Every name is an epithet designating some peculiar attribute or function of an individual. That is why it is possible for persons even in our society to have more than one name, each name calling attention to a different aspect of the individual: for to have many forms and functions is to have many names…. {10}
Examples he might have given of our current use of multiple name-titles are bishop, scoutmaster, mother, teacher. These are all name-titles, some, like mother and father, are a kind of statement of rank assigned by one’s culture. Others, like Relief Society President and High Counselor are names which denote called responsibilities, and the name-title will is no longer effectual after one is released. In ancient Israel there were some names that were much more significant than others, especially those given by formal ordinance and covenant. The most important example was the formal bestowal of the king’s names in connection with his coronation. Such names were of the utmost importance to the Egyptians because “the name is a person’s essence. If his name perishes, he himself does not exist any more.” {11} Some names are secret, known only to the king on whom they were bestowed, because the name represented his past or future eternal Self.

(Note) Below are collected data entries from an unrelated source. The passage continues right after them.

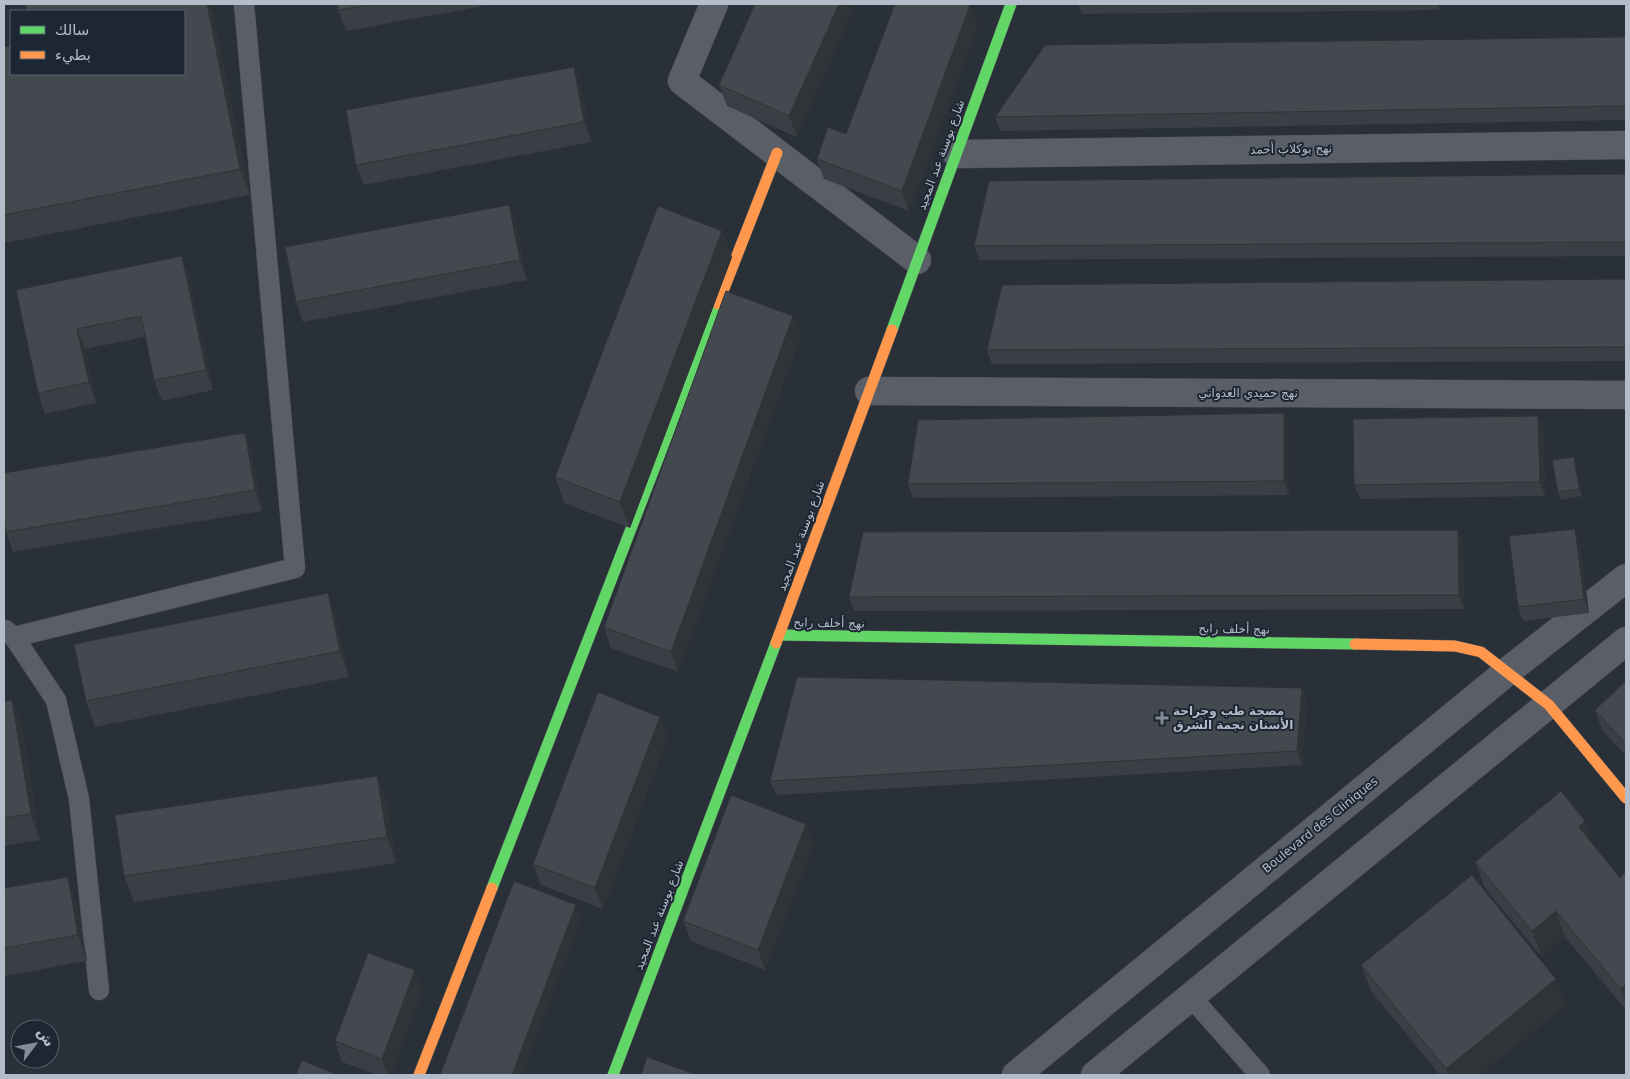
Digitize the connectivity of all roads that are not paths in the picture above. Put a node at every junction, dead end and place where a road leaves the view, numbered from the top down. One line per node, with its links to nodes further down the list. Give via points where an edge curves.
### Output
1 (244, 4): 11 (lane, via 295,568)
2 (714, 4): 5 (street, via 682,81)
3 (1012, 4): 6 (street, شارع بوسنة عبد المجيد)
4 (1626, 145): 6 (street, نهج بوكلاب أحمد)
5 (778, 153): 7 (street); 19 (street)
6 (957, 154): 7 (street, شارع بوسنة عبد المجيد)
7 (917, 260): 8 (street, شارع بوسنة عبد المجيد)
8 (869, 391): 9 (street, نهج حميدي العدواني); 12 (street, شارع بوسنة عبد المجيد)
9 (1626, 395)
10 (1626, 578): 14 (street, Boulevard des Cliniques)
11 (9, 633): 17 (lane, via 56,700 79,799)
12 (779, 636): 14 (street, نهج أخلف رابح, via 1455,646 1481,652); 20 (street, شارع بوسنة عبد المجيد)
13 (1626, 641): 15 (street)
14 (1508, 671): 15 (street, نهج أخلف رابح); 21 (street, Boulevard des Cliniques)
15 (1548, 705): 16 (street, نهج أخلف رابح); 18 (street)
16 (1626, 798)
17 (99, 990)
18 (1191, 996): 22 (street); 23 (lane)
19 (419, 1075)
20 (613, 1075)
21 (1016, 1075)
22 (1095, 1075)
23 (1260, 1075)

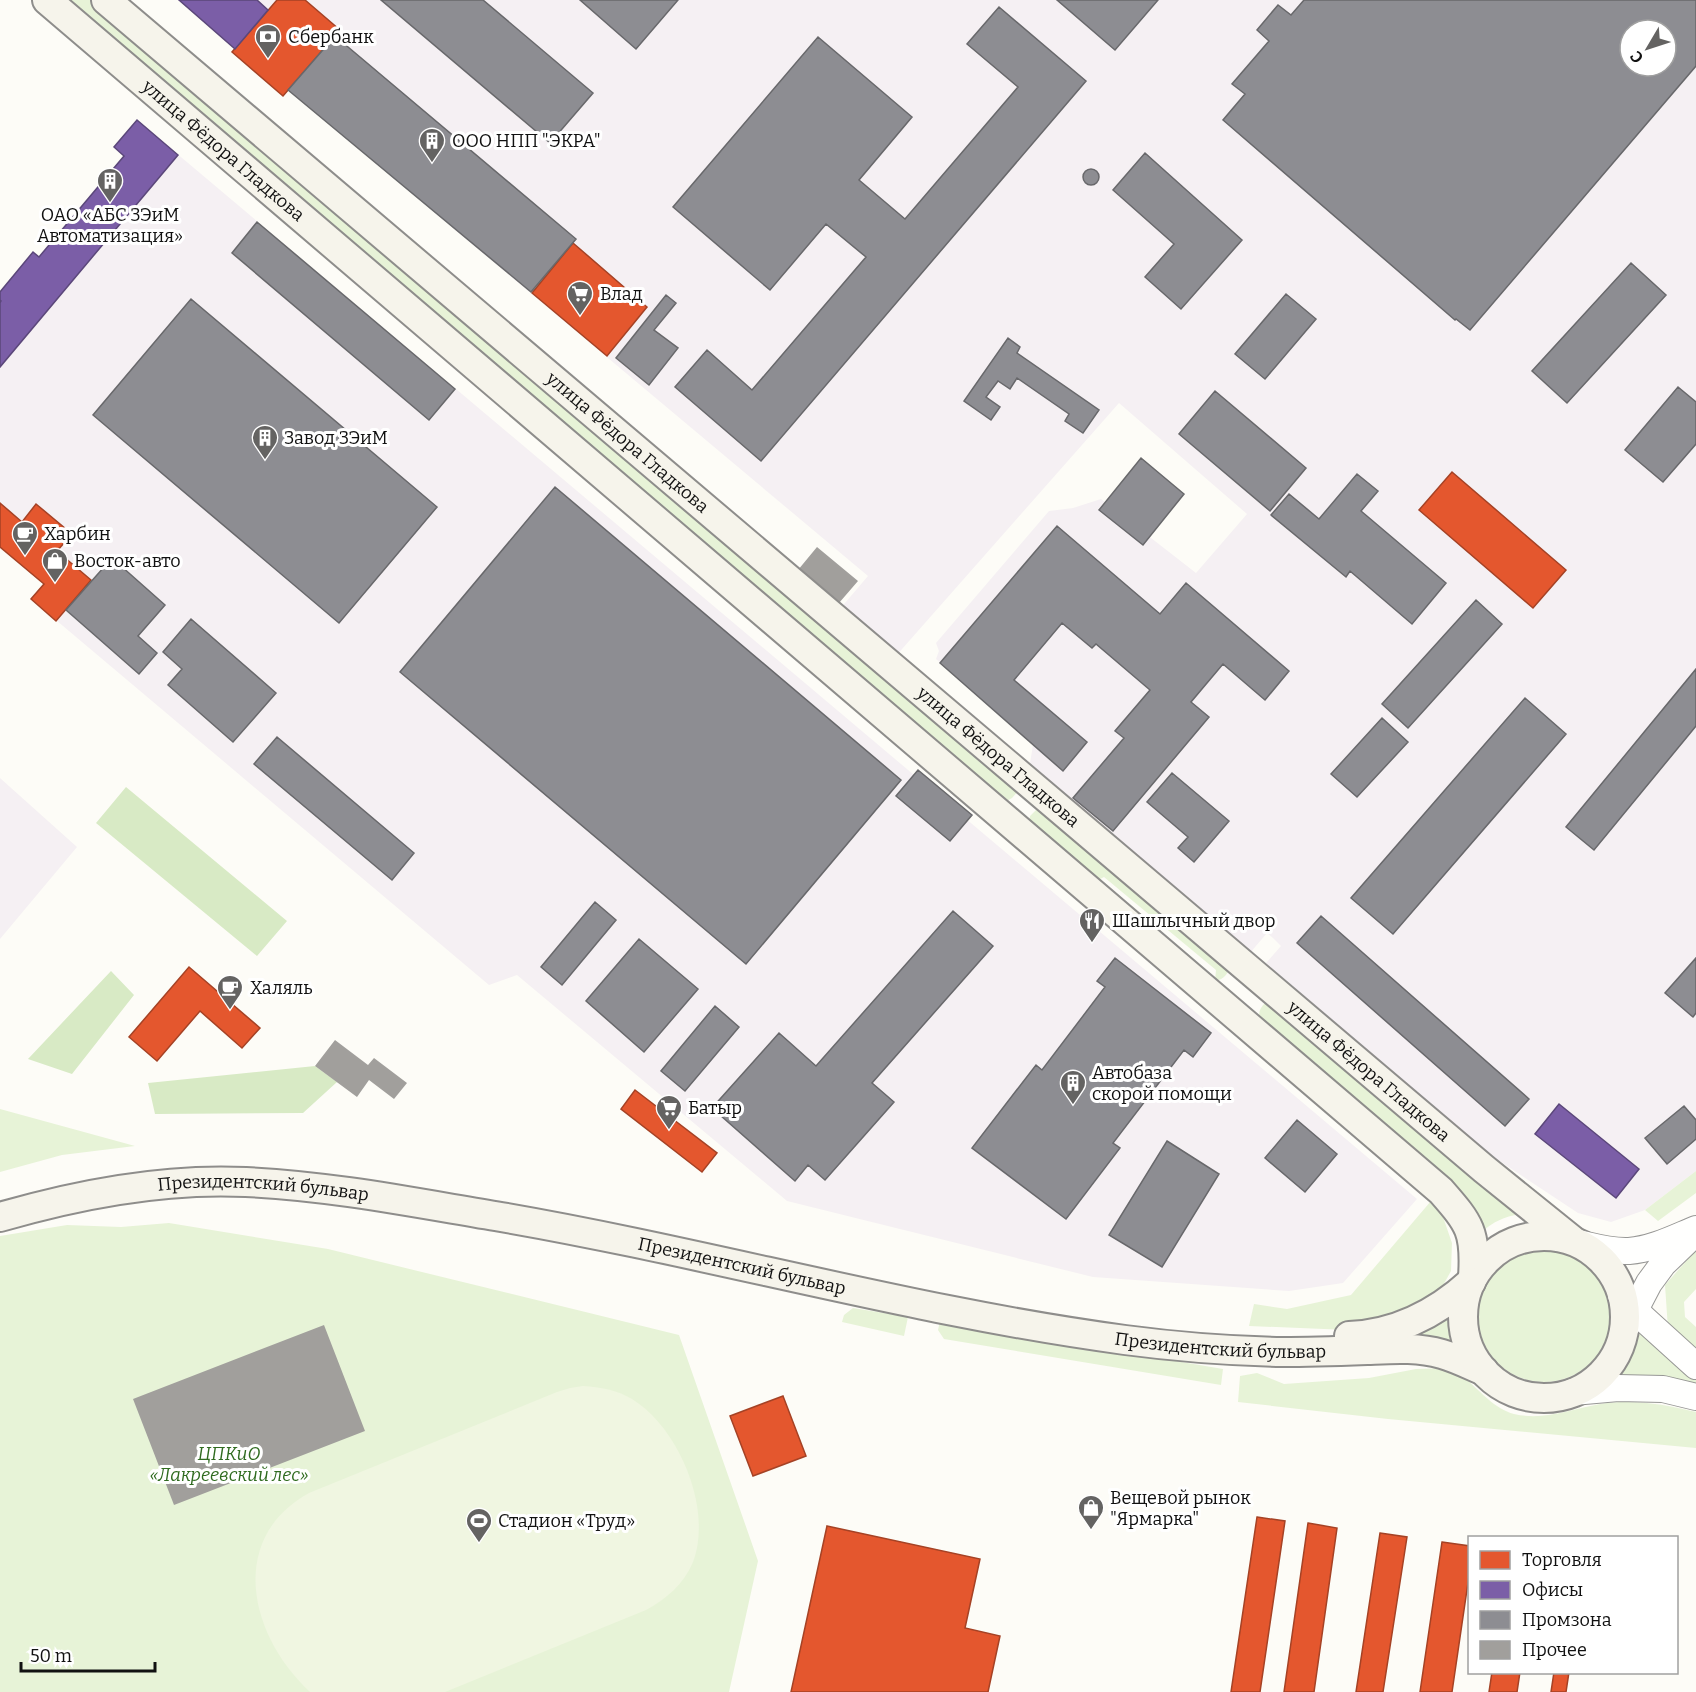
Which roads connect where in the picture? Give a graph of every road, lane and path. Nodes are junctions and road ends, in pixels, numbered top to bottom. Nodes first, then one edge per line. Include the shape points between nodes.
1 (47, 0) edge
2 (106, 0) edge
3 (426, 271) junction
4 (400, 302) junction
5 (1037, 790) junction
6 (1010, 823) junction
7 (1260, 979) junction
8 (1232, 1012) junction
9 (0, 1197) edge
10 (0, 1217) edge
11 (1696, 1231) edge
12 (664, 1240) junction
13 (1575, 1241) junction
14 (1472, 1280) junction
15 (1627, 1311) junction
16 (1696, 1366) edge
17 (1484, 1371) junction
18 (1573, 1392) junction
19 (1696, 1397) edge

1 - 4 main road, улица Фёдора Гладкова
2 - 3 main road, улица Фёдора Гладкова
3 - 4 main road
3 - 5 main road, улица Фёдора Гладкова
4 - 6 main road, улица Фёдора Гладкова
5 - 6 main road
5 - 7 main road, улица Фёдора Гладкова
6 - 8 main road, улица Фёдора Гладкова
7 - 8 main road
7 - 13 main road, улица Фёдора Гладкова
8 - 14 main road, улица Фёдора Гладкова via 1441,1191 1463,1215 1475,1252
9 - 12 main road, Президентский бульвар via 70,1179 138,1168 202,1164 287,1167 381,1178
10 - 12 main road, Президентский бульвар via 123,1189 243,1182 314,1187
11 - 13 street via 1629,1251
11 - 15 street via 1663,1264
12 - 14 main road, Президентский бульвар via 1133,1324 1287,1338 1388,1329 1435,1310
12 - 17 main road, Президентский бульвар via 1015,1323 1190,1348 1288,1352 1407,1348 1439,1353
13 - 14 main road via 1541,1235 1511,1242 1485,1260
13 - 15 main road via 1604,1265
14 - 17 main road via 1462,1317 1472,1354
15 - 16 street
15 - 18 main road via 1622,1342 1613,1358 1602,1373
17 - 18 main road via 1512,1391 1527,1396 1557,1397
18 - 19 street via 1663,1389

The importance of these names, even the secret one, is expressed by the fact that “To possess knowledge of another’s name is to hold some power over him, even if it be the high god himself.” {12} A modern legal example is that if two people agree to something their agreement is not legally binding until the agreement is written and their signatures attest its validity. The agreement is nothing without the names.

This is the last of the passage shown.